SOURCE MATERIAL section start
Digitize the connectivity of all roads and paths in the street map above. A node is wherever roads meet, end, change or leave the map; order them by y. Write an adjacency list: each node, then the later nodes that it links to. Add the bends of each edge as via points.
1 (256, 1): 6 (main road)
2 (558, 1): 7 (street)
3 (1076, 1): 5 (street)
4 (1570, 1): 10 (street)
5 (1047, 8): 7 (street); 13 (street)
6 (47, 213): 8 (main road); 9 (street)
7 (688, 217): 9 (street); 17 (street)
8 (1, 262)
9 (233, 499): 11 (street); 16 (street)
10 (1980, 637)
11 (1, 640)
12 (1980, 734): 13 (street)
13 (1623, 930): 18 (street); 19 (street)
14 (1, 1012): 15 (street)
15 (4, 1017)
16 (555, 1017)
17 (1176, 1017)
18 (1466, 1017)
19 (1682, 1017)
SOURCE MATERIAL section end
SOURCE MATERIAL section start
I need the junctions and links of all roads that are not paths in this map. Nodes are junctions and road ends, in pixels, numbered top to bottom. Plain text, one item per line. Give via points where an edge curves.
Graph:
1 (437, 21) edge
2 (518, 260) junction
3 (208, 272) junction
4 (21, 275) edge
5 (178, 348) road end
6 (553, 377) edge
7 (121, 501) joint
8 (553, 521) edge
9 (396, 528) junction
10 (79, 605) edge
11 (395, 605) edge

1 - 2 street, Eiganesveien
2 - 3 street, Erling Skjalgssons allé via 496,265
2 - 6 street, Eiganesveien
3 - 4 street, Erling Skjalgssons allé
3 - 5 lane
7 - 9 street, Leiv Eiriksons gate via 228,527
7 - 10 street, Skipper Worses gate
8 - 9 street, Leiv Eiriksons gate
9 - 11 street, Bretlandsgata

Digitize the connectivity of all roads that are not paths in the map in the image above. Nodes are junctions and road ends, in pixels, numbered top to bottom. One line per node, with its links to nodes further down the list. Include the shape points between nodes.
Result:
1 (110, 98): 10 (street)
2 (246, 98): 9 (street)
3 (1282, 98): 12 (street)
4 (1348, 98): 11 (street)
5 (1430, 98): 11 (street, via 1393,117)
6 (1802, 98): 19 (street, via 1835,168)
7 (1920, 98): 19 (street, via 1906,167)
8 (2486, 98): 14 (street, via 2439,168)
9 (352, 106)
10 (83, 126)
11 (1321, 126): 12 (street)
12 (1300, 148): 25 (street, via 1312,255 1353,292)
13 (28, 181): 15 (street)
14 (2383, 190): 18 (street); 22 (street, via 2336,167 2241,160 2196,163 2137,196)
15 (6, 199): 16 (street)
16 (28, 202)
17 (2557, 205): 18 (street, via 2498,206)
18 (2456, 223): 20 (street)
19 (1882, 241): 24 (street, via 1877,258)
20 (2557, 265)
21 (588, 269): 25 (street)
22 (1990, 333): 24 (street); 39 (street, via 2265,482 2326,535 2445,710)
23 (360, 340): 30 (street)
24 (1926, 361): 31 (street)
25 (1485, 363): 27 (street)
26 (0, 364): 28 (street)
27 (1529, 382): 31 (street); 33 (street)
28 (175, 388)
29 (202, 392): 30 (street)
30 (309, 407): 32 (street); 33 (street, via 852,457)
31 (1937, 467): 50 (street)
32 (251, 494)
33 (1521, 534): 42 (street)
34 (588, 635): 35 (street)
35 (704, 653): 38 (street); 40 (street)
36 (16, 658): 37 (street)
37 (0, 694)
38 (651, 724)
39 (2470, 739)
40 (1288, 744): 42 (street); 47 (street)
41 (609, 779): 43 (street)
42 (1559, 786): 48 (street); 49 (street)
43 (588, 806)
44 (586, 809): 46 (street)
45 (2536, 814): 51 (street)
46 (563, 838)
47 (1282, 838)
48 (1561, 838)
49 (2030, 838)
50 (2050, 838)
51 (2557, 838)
SOURCE MATERIAL section end
The task calls for every line of the material that contains the string "junctions".

◆ SOLUTION TO THIS PROBLEM ◆
I need the junctions and links of all roads that are not paths in this map. Nodes are junctions and road ends, in pixels, numbered top to bottom. Plain text, one item per line. Give via points where an edge curves.
Digitize the connectivity of all roads that are not paths in the map in the image above. Nodes are junctions and road ends, in pixels, numbered top to bottom. One line per node, with its links to nodes further down the list. Include the shape points between nodes.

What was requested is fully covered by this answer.